**What you should do:** Which lines of the records contain "スポーツ公園通り"? Collect every one of them.

___

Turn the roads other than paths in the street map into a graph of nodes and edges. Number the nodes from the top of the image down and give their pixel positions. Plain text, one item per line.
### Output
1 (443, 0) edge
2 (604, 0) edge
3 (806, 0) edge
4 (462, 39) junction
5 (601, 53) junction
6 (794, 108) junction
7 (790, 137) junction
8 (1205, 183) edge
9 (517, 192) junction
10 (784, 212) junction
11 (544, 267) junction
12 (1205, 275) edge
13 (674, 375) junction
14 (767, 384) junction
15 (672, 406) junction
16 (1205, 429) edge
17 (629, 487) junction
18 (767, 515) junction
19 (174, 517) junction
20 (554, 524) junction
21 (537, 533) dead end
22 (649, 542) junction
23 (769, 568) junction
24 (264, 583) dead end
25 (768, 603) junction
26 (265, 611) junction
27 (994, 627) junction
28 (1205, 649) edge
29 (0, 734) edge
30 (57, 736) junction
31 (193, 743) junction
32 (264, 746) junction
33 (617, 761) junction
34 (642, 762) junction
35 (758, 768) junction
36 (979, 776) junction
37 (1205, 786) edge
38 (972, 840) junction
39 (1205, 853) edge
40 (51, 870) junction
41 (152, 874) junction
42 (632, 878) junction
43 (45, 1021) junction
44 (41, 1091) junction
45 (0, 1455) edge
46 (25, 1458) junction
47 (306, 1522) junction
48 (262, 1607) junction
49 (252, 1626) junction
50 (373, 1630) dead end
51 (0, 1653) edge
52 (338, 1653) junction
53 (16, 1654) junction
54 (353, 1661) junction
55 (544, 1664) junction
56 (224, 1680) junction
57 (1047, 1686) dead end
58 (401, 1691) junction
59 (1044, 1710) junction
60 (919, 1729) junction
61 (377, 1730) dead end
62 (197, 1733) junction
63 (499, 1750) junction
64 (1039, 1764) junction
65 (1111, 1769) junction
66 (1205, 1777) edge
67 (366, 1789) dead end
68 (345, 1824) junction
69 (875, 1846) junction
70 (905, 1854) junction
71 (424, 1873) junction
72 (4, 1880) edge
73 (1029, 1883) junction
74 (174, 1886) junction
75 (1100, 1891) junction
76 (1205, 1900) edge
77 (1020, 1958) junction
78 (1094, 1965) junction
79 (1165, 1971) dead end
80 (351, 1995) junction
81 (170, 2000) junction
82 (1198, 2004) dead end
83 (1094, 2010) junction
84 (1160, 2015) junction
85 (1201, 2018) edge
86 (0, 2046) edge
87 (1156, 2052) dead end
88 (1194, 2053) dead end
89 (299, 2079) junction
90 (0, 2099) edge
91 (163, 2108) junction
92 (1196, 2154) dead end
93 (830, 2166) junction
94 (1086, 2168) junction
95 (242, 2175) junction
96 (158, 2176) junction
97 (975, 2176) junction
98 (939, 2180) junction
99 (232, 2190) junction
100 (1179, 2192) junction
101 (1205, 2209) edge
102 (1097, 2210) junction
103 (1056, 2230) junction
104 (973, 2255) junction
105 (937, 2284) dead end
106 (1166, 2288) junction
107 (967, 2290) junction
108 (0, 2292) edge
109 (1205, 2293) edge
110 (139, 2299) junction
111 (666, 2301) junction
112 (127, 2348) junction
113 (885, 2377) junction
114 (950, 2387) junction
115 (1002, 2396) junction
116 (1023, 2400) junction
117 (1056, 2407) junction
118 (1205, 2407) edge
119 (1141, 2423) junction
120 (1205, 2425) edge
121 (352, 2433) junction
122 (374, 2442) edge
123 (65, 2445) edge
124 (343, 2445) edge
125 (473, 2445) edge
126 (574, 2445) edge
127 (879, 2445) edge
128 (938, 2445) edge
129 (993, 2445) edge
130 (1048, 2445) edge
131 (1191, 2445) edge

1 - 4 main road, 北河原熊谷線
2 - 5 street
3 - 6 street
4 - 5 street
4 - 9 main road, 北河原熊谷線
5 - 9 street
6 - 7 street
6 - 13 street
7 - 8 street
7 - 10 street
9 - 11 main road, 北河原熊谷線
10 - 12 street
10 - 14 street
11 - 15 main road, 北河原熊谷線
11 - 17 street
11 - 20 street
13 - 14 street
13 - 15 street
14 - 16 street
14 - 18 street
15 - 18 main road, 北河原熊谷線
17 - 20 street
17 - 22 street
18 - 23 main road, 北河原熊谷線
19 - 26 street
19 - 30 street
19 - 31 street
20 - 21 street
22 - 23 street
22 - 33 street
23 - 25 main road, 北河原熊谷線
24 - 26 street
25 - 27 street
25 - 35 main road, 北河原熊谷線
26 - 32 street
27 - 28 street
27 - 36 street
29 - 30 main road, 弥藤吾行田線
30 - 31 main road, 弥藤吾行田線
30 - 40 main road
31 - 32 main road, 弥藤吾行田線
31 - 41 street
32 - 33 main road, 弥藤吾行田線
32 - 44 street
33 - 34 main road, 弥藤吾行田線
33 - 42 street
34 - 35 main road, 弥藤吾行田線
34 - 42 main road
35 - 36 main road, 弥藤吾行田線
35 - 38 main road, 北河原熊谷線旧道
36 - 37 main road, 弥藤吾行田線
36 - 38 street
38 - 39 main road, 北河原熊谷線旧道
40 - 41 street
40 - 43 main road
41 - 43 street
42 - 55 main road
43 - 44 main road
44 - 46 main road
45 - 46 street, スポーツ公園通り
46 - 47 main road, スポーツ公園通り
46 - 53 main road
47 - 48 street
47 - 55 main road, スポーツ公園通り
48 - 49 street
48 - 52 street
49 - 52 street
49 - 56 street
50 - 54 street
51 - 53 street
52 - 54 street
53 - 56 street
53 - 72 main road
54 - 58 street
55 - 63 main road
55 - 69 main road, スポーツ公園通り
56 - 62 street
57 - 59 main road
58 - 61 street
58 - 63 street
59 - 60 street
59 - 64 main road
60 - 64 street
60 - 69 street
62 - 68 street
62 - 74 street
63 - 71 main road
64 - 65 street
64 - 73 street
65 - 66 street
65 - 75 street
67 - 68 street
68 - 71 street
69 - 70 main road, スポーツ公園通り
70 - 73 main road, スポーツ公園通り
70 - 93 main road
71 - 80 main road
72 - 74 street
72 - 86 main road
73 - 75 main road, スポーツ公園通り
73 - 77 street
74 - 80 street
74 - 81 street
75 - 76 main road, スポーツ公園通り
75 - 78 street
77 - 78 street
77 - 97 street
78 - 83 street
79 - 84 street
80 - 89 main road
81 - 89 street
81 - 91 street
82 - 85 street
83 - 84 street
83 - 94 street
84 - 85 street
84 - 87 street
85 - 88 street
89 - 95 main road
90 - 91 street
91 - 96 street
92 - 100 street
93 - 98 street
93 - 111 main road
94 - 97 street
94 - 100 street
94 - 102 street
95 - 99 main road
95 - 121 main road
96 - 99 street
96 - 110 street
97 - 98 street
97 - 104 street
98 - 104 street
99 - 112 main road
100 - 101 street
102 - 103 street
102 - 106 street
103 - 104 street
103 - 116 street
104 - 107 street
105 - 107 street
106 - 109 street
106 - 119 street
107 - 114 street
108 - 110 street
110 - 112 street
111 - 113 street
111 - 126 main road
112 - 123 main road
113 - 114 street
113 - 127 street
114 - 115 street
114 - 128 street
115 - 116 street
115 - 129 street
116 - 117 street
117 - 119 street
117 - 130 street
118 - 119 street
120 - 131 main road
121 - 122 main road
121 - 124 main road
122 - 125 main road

___

**Task response:**
45 - 46 street, スポーツ公園通り
46 - 47 main road, スポーツ公園通り
47 - 55 main road, スポーツ公園通り
55 - 69 main road, スポーツ公園通り
69 - 70 main road, スポーツ公園通り
70 - 73 main road, スポーツ公園通り
73 - 75 main road, スポーツ公園通り
75 - 76 main road, スポーツ公園通り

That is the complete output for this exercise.